Today is #BellLetsTalk day, and for the first time in a few years, I feel really weird participating. I don’t dislike the cause and never could, because I care immensely about mental health awareness and stopping the stigma around it. Some of the tweets and messages I see and have posted myself have felt very important and awareness raising, but I can’t seem to post the 20-25 tweets I usually do.
I haven’t really been in a good place since December, mentally, and I haven’t really been wanting or looking for help and support. I feel weird tweeting that it’s important to talk about these things and normalize mental health like physical health, because I don’t feel like I do that.
I have no problem complaining about a headache but I am not about to complain to someone that I’ve felt depressed and anxious all day. I have never been someone to lean on others with my mental illness, its always been my own battle, and I don’t want to pretend that I don’t feel that way.

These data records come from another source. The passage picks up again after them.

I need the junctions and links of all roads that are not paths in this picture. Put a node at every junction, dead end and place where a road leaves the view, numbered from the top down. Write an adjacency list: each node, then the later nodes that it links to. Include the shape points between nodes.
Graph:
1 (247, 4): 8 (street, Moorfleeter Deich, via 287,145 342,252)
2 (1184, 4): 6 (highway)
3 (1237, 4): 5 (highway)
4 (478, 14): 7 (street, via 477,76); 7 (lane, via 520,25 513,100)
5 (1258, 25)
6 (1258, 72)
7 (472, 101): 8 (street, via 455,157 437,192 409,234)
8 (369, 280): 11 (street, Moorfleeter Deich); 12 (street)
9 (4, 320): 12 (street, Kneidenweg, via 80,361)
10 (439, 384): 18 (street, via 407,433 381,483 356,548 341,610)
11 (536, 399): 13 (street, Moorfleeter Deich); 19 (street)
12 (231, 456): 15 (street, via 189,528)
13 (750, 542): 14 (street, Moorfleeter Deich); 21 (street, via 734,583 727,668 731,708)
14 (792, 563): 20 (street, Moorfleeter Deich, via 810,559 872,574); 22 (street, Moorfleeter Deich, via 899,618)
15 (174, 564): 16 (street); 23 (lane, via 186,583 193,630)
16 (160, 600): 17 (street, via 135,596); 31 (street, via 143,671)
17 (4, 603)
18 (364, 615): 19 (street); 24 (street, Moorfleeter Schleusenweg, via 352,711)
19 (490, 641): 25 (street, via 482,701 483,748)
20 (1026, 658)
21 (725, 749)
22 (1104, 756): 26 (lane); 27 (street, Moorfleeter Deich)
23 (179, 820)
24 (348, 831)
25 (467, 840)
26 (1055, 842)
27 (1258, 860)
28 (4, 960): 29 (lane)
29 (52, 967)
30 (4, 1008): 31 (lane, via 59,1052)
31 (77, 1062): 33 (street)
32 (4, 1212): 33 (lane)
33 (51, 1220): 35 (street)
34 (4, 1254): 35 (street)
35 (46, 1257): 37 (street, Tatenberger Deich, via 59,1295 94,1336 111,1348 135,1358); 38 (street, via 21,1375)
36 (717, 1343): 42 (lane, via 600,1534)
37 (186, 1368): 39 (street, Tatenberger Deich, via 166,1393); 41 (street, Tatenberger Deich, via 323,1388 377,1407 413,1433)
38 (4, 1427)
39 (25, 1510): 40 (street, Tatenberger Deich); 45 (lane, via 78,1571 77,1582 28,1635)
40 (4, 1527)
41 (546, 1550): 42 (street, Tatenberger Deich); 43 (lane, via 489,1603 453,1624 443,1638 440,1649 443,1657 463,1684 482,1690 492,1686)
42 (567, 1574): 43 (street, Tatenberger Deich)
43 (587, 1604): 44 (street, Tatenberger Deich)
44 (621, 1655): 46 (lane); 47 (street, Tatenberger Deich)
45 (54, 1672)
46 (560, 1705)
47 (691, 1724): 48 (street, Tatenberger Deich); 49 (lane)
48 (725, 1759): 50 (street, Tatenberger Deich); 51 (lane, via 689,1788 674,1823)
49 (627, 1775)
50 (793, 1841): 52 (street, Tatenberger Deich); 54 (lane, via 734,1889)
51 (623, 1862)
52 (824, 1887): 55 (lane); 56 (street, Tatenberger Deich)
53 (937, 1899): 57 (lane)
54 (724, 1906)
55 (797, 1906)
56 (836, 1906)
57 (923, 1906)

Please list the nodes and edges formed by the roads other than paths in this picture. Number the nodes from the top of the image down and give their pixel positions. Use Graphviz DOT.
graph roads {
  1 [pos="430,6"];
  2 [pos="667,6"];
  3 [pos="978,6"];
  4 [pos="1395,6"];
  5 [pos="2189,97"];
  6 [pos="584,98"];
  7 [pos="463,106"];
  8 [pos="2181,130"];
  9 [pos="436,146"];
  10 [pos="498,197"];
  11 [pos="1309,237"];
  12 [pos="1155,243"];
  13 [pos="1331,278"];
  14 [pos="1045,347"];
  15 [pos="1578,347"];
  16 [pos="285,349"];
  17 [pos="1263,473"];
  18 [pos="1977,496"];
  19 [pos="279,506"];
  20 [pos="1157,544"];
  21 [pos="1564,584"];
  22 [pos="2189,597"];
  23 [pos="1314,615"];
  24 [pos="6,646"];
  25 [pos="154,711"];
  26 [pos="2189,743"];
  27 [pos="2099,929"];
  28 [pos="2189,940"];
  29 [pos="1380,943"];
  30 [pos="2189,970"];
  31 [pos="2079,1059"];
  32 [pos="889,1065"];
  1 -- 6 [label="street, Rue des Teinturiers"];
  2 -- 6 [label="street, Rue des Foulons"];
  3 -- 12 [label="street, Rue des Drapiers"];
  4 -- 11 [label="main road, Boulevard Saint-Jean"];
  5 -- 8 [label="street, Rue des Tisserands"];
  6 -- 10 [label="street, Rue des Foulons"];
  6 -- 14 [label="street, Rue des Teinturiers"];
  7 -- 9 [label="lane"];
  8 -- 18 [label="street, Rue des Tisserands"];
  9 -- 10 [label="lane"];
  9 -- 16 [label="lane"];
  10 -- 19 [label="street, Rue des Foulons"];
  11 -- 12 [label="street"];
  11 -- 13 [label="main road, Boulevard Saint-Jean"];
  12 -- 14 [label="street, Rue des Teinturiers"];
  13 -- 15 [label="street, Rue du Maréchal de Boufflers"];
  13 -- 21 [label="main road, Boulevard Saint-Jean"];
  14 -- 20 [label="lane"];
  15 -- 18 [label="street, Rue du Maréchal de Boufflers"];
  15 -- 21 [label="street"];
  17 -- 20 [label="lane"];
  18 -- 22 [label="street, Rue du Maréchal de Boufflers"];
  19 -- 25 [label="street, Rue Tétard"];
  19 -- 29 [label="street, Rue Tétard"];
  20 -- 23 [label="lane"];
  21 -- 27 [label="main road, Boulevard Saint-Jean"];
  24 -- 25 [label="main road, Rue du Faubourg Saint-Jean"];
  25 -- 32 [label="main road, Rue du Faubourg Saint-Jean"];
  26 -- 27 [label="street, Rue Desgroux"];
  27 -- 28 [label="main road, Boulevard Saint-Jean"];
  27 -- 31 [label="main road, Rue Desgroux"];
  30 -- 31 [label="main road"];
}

I think it’s important that those without mental illness know how to help and understand those who do suffer, but I don’t think it’s their responsiblity. I don’t think mental illness will ever be entirely understood unless the other person suffers from the same things, and I don’t really want to fill twitter with attempts at explaining what “depression feels like.”
I want people to always know mental illness exists, to be sensitive to those who may be having a hard time, and to be patient with those who suffer. I want to be able to say that I’m going to my therapist without people thinking I’m going crazy, and to be able to sit in my room on a down day and not have people mad that I wasn’t social. But, I don’t want to talk to all of these people who are tweeting that they are here for me/us, and I don’t want to pretend I’m there for people when I’m not sure I could handle that.